There is a difference between pursuing a story and publishing a story before it has been properly vetted. Duh.
WEISS: When, in the name of progress, young school children, as young as kindergarten, are being separated in public schools because of their race, and that is called progress instead of segregation, the world has gone mad.
Where? I searched and searched and was able to find exactly two examples somewhere in the ballpark of this story. One involved seventh and eighth grade students who, for one year, at one private school in New York City with about 80 students, were separated by race for part of the day, so that the few Black children attending the school did not always have to be the only Black person in their class. Another involved a couple of diversity meetings at one magnet school in Jacksonville to discuss recent issues that had come up at the school. Both made headlines everywhere, so clearly people were "allowed" to talk about them.
I hate to give Brian Stelter credit for anything, but he did ask Weiss who it was that was silencing "these conversations."
"People who work at networks, frankly, like the one I'm speaking on right now, to say it was racist to investigate the lab leak theory," said Weiss, unaware, apparently, that she had literally just been talking about it on CNN.
"Who said that at CNN? When you say 'allowed,' it's a provocative thing to say," Stelter said. "You say we're not allowed to talk about these things but they're all over the Internet ... I've heard about every story that you've mentioned."
Weiss responded:
But you and I both know that it would be delusional to claim otherwise that touching your finger to an increasing number of subjects that have been deemed third rail by the mainstream institutions and increasingly by some of the tech companies, will lead to reputational damage, perhaps you losing your job, your children sometimes being demonized as well, so what happens is a kind of internal self-censorship.
Weiss claimed that she saw this firsthand with her fellow New York Times op-ed columnists, whom she claimed were tailoring their own work to not run afoul of the "Twitter mob." To be fair, that really is some truly disturbing news. If we're getting the self-censored versions of Ross Douthat and David Brooks , I'd hate to imagine what they are hiding.
There is another term for "internal censorship," by the way. It's called "having manners." Not every act needs to be taken on the road and not everything needs to be said out loud, on Twitter, on television or in a room full of people. There are things you can say to your friends that you probably shouldn't say to your Aunt Gladys. There are things you may think that you should not say out loud.

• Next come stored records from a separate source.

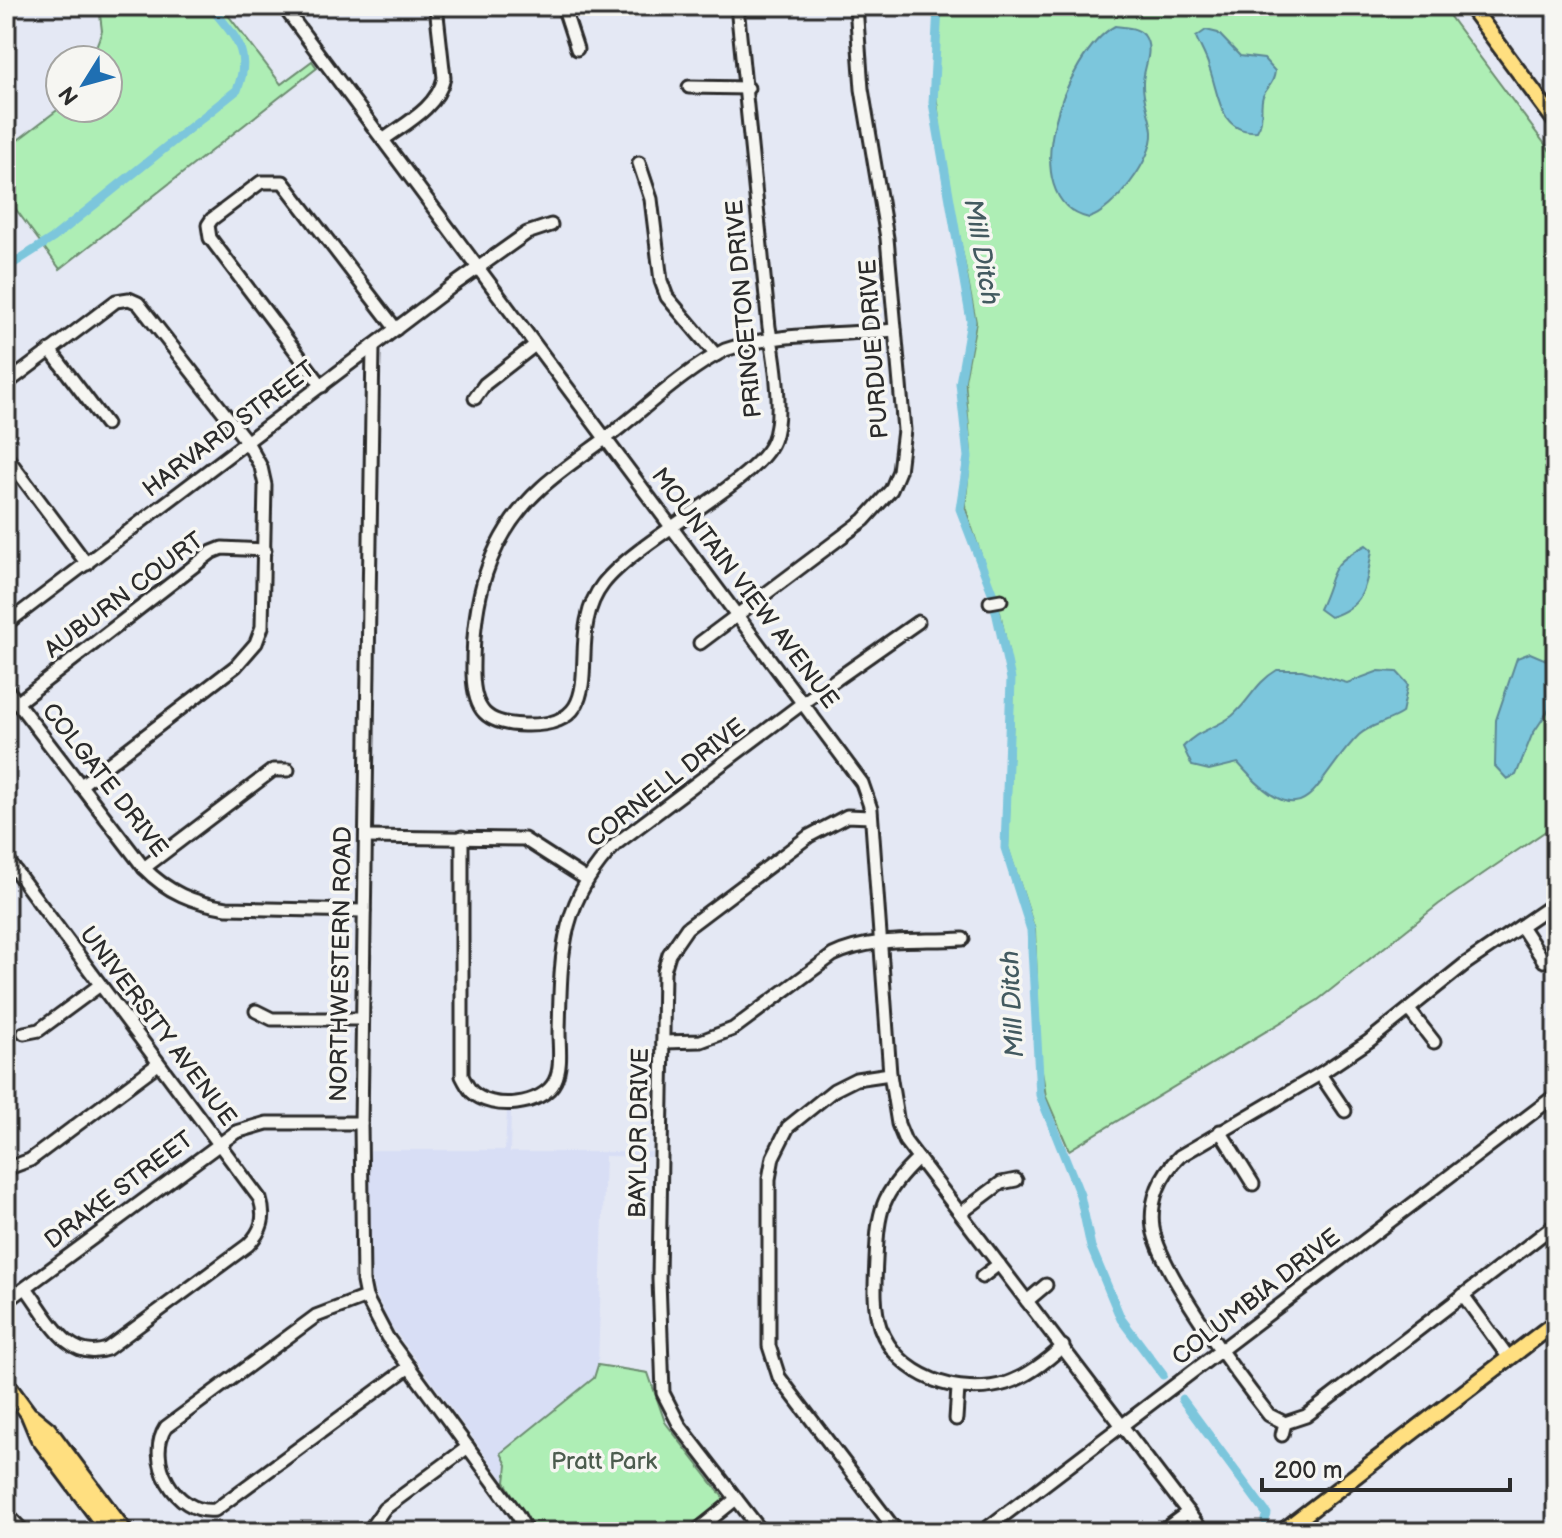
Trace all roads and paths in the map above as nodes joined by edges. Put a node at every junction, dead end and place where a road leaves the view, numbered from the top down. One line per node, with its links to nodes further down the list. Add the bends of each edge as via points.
1 (285, 6): 11 (street, MOUNTAIN VIEW AVENUE)
2 (436, 6): 11 (street, via 441,89 423,112)
3 (563, 6): 7 (street)
4 (737, 6): 9 (street, PRINCETON DRIVE)
5 (856, 6): 16 (street, PURDUE DRIVE)
6 (1470, 6): 10 (main road)
7 (577, 49)
8 (689, 87): 9 (street)
9 (748, 88): 17 (street, PRINCETON DRIVE)
10 (1556, 122)
11 (383, 140): 14 (street, MOUNTAIN VIEW AVENUE)
12 (639, 163): 21 (street, via 651,199 667,297)
13 (551, 225): 14 (street, HARVARD STREET, via 527,233)
14 (477, 268): 15 (street, HARVARD STREET); 18 (street, MOUNTAIN VIEW AVENUE)
15 (396, 329): 19 (street, HARVARD STREET); 23 (street, via 283,182 261,182 212,219 210,238)
16 (895, 330): 17 (street, PRINCETON DRIVE); 32 (street, PURDUE DRIVE, via 904,430 891,490 864,520)
17 (771, 341): 21 (street, PRINCETON DRIVE, via 745,343); 29 (street, PRINCETON DRIVE, via 773,441 755,465)
18 (535, 345): 24 (street); 26 (street, MOUNTAIN VIEW AVENUE)
19 (373, 346): 23 (street, HARVARD STREET); 42 (street, NORTHWESTERN ROAD)
20 (50, 350): 22 (street); 25 (street); 27 (street, via 116,301 138,303)
21 (716, 355): 26 (street, PRINCETON DRIVE)
22 (6, 384)
23 (322, 386): 27 (street, HARVARD STREET)
24 (475, 398)
25 (106, 424)
26 (606, 439): 29 (street, MOUNTAIN VIEW AVENUE); 29 (street, PRINCETON DRIVE, via 520,509 491,557 473,637 474,696 482,712 504,724 525,725 571,715 582,695 584,622 591,603 615,570)
27 (247, 442): 30 (street, via 265,485); 31 (street, HARVARD STREET)
28 (6, 456): 31 (street)
29 (671, 526): 32 (street, MOUNTAIN VIEW AVENUE)
30 (265, 550): 38 (street, AUBURN COURT, via 212,552); 40 (street, via 262,627 246,657)
31 (87, 564): 34 (street, HARVARD STREET)
32 (737, 614): 35 (street, PURDUE DRIVE); 37 (street, MOUNTAIN VIEW AVENUE)
33 (918, 622): 37 (street, CORNELL DRIVE)
34 (6, 624)
35 (700, 643)
36 (6, 688): 38 (street, COLGATE DRIVE)
37 (804, 702): 41 (street, MOUNTAIN VIEW AVENUE, via 862,783); 46 (street, CORNELL DRIVE, via 617,843)
38 (17, 703): 40 (street, COLGATE DRIVE)
39 (288, 770): 45 (street, via 273,770)
40 (80, 786): 45 (street, COLGATE DRIVE)
41 (871, 817): 51 (street, MOUNTAIN VIEW AVENUE); 58 (street, BAYLOR DRIVE, via 847,816 816,831 687,928 664,971)
42 (366, 837): 43 (street); 48 (street, NORTHWESTERN ROAD)
43 (462, 837): 46 (street, via 524,839); 46 (street, CORNELL DRIVE, via 459,1063 469,1088 481,1098 534,1099 554,1084 564,933)
44 (6, 858): 53 (street, UNIVERSITY AVENUE)
45 (144, 868): 48 (street, COLGATE DRIVE, via 166,888 205,905)
46 (586, 879)
47 (1556, 902): 49 (street)
48 (364, 911): 56 (street, NORTHWESTERN ROAD)
49 (1521, 926): 52 (street); 54 (street)
50 (963, 939): 51 (street)
51 (881, 942): 58 (street, via 833,955 726,1033 701,1041); 61 (street, MOUNTAIN VIEW AVENUE)
52 (1544, 961)
53 (100, 985): 57 (street, via 39,1030); 60 (street, UNIVERSITY AVENUE)
54 (1409, 1010): 59 (street); 62 (street)
55 (256, 1011): 56 (street, via 272,1019)
56 (362, 1019): 65 (street, NORTHWESTERN ROAD)
57 (24, 1033)
58 (663, 1042): 93 (street, BAYLOR DRIVE, via 663,1393 680,1426)
59 (1434, 1042)
60 (158, 1064): 67 (street, UNIVERSITY AVENUE); 69 (street, via 30,1160)
61 (890, 1074): 68 (street, MOUNTAIN VIEW AVENUE, via 898,1124); 103 (street, via 841,1085 797,1118 778,1144 769,1179 769,1346 779,1377)
62 (1320, 1074): 64 (street); 66 (street)
63 (1556, 1095): 84 (street, COLUMBIA DRIVE)
64 (1345, 1111)
65 (361, 1123): 67 (street, DRAKE STREET, via 267,1123); 79 (street, NORTHWESTERN ROAD)
66 (1220, 1131): 71 (street); 84 (street, via 1166,1168 1153,1212 1157,1244)
67 (218, 1143): 77 (street, DRAKE STREET); 77 (street, UNIVERSITY AVENUE, via 260,1199 262,1225 248,1245 95,1353 82,1353 69,1344)
68 (918, 1159): 72 (street, MOUNTAIN VIEW AVENUE); 88 (street, via 894,1182 879,1210 877,1316 902,1361)
69 (6, 1169)
70 (1016, 1180): 72 (street, via 1001,1183)
71 (1253, 1184)
72 (961, 1213): 74 (street, MOUNTAIN VIEW AVENUE)
73 (1556, 1224): 78 (street)
74 (999, 1264): 75 (street); 80 (street, MOUNTAIN VIEW AVENUE)
75 (982, 1277)
76 (1046, 1285): 80 (street)
77 (26, 1288): 81 (street, DRAKE STREET)
78 (1463, 1295): 84 (street, via 1283,1429); 85 (street)
79 (366, 1297): 86 (street, NORTHWESTERN ROAD); 86 (street, via 316,1316 166,1427 157,1448 158,1464 185,1504 202,1512 215,1510)
80 (1027, 1301): 83 (street, MOUNTAIN VIEW AVENUE)
81 (6, 1302)
82 (1556, 1322): 85 (main road)
83 (1063, 1346): 88 (street, via 1015,1380); 91 (street, MOUNTAIN VIEW AVENUE)
84 (1220, 1351): 91 (street, COLUMBIA DRIVE)
85 (1509, 1358): 107 (main road)
86 (409, 1367): 92 (street, NORTHWESTERN ROAD)
87 (6, 1383): 89 (main road)
88 (958, 1388): 90 (street)
89 (28, 1413): 97 (main road, via 38,1437); 98 (main road, via 48,1429)
90 (956, 1419)
91 (1123, 1425): 94 (street, MOUNTAIN VIEW AVENUE); 104 (street, COLUMBIA DRIVE)
92 (468, 1447): 99 (street, via 384,1509); 100 (street, NORTHWESTERN ROAD)
93 (736, 1499): 101 (street); 102 (street, BAYLOR DRIVE)
94 (1188, 1512): 105 (street); 106 (street, MOUNTAIN VIEW AVENUE)
95 (6, 1513): 96 (street)
96 (24, 1532)
97 (109, 1532)
98 (125, 1532)
99 (368, 1532)
100 (527, 1532)
101 (695, 1532)
102 (762, 1532)
103 (897, 1532)
104 (982, 1532)
105 (1161, 1532)
106 (1203, 1532)
107 (1282, 1532)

Weiss's problem, quite frankly, is that she's a hypocrite. She's mad people don't write the stories she wants them to write, and insists this must be done out of fear rather than disinterest, or, godforbid, not agreeing with her. If those stories are covered and the public fails to react to them the way she would like them to, she thinks that means the stories are being silenced. She really believes free speech is threatened by those she considers "the wrong people" using their freedom of speech to say what they believe, rather than what Bari Weiss believes.
It must be very psychologically upsetting to believe that everyone secretly believes the same thing as you but is afraid to say it out loud. I really mean that. As someone who is pleasantly surprised by anyone not thinking she is nuts, I can't even begin to imagine what that is like. It's probably torture.
I hope Bari Weiss finds peace and fulfillment, perhaps by doing something other than going from television show to to television show to complain about how she is being silenced.